Por fim, o aspecto mais polémico da obra: a impiedosa crítica da autora à Igreja Católica, ao seu conservadorismo e aos desvios relativamente à doutrina pura do Cristianismo. O enredo situa-se nos últimos tempos do Pontificado de João Paulo II, época conturbada e especialmente propícia aos jogos de interesses e poder que se desenrolam no Vaticano e que Asenci aborda com coragem e desassombro. Por outro lado, os conflitos pessoais dos personagens vão pondo em questão alguns dos dogmas mais teimosamente defendidos pela Igreja, como o celibato e a castidade.
Em suma, um livro sem grandes ambições estilísticas ou de inovação literária mas que funciona como um maravilhoso exercício para usufruir do prazer de ler: leve, corajoso, divertido, interventivo, crítico e, acima de tudo, apaixonante.

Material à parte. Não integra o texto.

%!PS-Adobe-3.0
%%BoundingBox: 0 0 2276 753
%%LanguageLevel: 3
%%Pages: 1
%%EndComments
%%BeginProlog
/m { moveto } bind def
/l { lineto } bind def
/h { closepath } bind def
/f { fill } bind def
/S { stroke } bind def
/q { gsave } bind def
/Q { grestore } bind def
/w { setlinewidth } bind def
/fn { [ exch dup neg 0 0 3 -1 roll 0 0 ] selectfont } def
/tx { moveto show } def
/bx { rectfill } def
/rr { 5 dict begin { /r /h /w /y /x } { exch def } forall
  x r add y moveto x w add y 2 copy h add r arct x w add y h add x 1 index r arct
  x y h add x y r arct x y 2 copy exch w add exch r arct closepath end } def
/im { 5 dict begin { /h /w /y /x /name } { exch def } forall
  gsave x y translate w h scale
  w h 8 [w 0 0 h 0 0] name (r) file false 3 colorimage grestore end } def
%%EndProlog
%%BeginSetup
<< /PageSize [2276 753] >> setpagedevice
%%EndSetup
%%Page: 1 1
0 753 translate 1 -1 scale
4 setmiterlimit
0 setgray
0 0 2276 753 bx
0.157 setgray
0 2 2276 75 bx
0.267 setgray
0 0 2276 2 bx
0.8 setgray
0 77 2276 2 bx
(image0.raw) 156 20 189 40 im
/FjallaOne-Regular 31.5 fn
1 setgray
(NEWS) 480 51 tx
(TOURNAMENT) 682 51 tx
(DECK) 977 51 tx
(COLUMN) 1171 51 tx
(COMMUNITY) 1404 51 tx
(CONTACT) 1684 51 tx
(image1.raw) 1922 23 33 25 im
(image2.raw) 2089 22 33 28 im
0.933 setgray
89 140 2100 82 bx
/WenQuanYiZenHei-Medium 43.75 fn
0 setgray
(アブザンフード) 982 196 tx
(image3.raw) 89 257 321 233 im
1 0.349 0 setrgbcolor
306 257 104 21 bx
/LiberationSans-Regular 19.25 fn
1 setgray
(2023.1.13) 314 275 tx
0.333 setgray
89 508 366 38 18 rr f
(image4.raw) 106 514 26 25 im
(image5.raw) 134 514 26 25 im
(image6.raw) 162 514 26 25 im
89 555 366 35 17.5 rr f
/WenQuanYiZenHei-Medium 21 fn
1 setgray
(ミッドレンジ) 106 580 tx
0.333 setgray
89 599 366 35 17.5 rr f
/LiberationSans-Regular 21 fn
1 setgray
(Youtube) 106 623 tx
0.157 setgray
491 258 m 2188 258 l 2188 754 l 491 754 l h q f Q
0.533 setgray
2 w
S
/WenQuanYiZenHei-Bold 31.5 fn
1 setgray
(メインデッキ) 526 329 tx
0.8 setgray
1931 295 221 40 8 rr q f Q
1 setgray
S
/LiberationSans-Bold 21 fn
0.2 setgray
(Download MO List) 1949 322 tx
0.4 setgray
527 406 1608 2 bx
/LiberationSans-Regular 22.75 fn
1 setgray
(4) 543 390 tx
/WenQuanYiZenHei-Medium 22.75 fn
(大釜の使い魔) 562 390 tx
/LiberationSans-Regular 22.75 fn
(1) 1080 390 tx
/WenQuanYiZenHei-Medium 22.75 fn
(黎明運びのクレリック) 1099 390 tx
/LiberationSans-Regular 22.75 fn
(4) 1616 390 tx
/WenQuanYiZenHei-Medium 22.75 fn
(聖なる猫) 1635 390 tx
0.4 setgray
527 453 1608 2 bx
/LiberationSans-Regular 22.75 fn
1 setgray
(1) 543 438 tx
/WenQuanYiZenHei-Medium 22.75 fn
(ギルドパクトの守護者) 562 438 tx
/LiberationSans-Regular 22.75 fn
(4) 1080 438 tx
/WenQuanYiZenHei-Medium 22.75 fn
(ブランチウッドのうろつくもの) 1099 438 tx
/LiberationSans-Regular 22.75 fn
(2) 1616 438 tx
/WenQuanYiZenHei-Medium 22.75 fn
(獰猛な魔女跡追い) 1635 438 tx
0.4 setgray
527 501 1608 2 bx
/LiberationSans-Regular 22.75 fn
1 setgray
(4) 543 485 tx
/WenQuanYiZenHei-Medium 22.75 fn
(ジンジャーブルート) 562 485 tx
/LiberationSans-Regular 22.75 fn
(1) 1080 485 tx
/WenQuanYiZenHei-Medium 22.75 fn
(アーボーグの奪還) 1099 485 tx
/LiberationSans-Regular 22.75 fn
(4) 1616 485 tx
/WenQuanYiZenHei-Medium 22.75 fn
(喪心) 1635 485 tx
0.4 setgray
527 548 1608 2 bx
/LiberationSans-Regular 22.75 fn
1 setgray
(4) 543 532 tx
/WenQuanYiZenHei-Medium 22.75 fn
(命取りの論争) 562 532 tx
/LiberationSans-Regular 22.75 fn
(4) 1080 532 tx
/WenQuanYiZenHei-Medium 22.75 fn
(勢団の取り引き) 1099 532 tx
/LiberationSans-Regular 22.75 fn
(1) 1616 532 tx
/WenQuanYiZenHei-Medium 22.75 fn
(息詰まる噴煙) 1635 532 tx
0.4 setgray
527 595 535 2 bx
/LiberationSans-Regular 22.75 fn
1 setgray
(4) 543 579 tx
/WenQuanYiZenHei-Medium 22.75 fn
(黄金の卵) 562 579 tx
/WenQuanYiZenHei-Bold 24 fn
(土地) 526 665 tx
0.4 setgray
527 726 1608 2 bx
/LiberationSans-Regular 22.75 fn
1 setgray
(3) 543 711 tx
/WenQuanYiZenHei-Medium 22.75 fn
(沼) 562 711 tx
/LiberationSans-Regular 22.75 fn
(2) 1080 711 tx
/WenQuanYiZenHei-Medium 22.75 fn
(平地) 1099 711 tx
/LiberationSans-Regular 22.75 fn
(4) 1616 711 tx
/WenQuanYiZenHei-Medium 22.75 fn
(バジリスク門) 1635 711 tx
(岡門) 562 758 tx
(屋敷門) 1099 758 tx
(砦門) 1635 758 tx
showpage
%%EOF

segunda-feira, 1 de setembro de 2008

O Mestre de Esgrima - Arturo Pérez-Reverte

O Mestre de Esgrima é um dos primeiros romances de Perez-Reverte e aquele que mais contribuiu para transformar este escritor espanhol num dos maiores nomes da literatura contemporânea do país vizinho.
Relata-se a história de D. Jaime de Astarloa, o mestre de esgrima que luta contra a novidade das armas de fogo e, principalmente, contra o desinteresse dos seus concidadadãos pelos valores tradicionais.
O romance decorre no contexto no final do século XIX espanhol. Vive-se um clima de crise política, marcado, não só pelas dúvidas na sucessão do trono mas principalmente pela corrupção e conluios. Ao mesmo tempo, de França, surgem ventos de mudança que fazem despertar o sonho da república. A guerra civil paira sobre Madrid.
Mas aquilo que mais parece deter a atenção de Reverte é a derrocada dos valores morais e éticos de toda a sociedade. Por todo o lado, reina a hipocrisia, a violência e os conluios.
Sempre crítico perante a evolução histórica do seu país, Reverte não deixa nunca de povoar o enredo com marcas de lamento pela crise dos valores da honra que o levam a dar um tom marcadamente quixotesco ao romance. De facto, Miguel de Cervantes parece espreitar por detrás de todos os cenários descritos neste livro. O próprio D. Jaime parece uma reencarnação sofisticada de D. Quixote, lutando contra o futuro, do mesmo modo que aquele lutava contra os moinhos de vento.
Tentando isolar-se deste contexto adverso, D. Jaime procura a todo o custo manter a arte da esgrima, ensinando os seus cada vez mais raros alunos nas artes do florete e da espada. De entre os seus alunos, surge a bela Adela que despertará as suas paixões e revolucionará a sua vida, envolvendo-o num enredo alucinante, de cariz policial. Adela, qual Dulcineia, é misteriosa e encantadora. É esse mistério e esse encanto que levarão D. Jaime às mais inimagináveis aventuras.
Enfim, um livro que vale pelo característico suspense das obras de Reverte, embora ainda sem o fôlego de “Clube Dumas” ou a descontracção das “Aventuras do Capitão Alatriste”. Não se encontra neste livro grande profundidade literária nem ideias inovadoras. Trata-se acima de tudo de um livro divertido, que se deixa ler com facilidade. Nada mais que isso.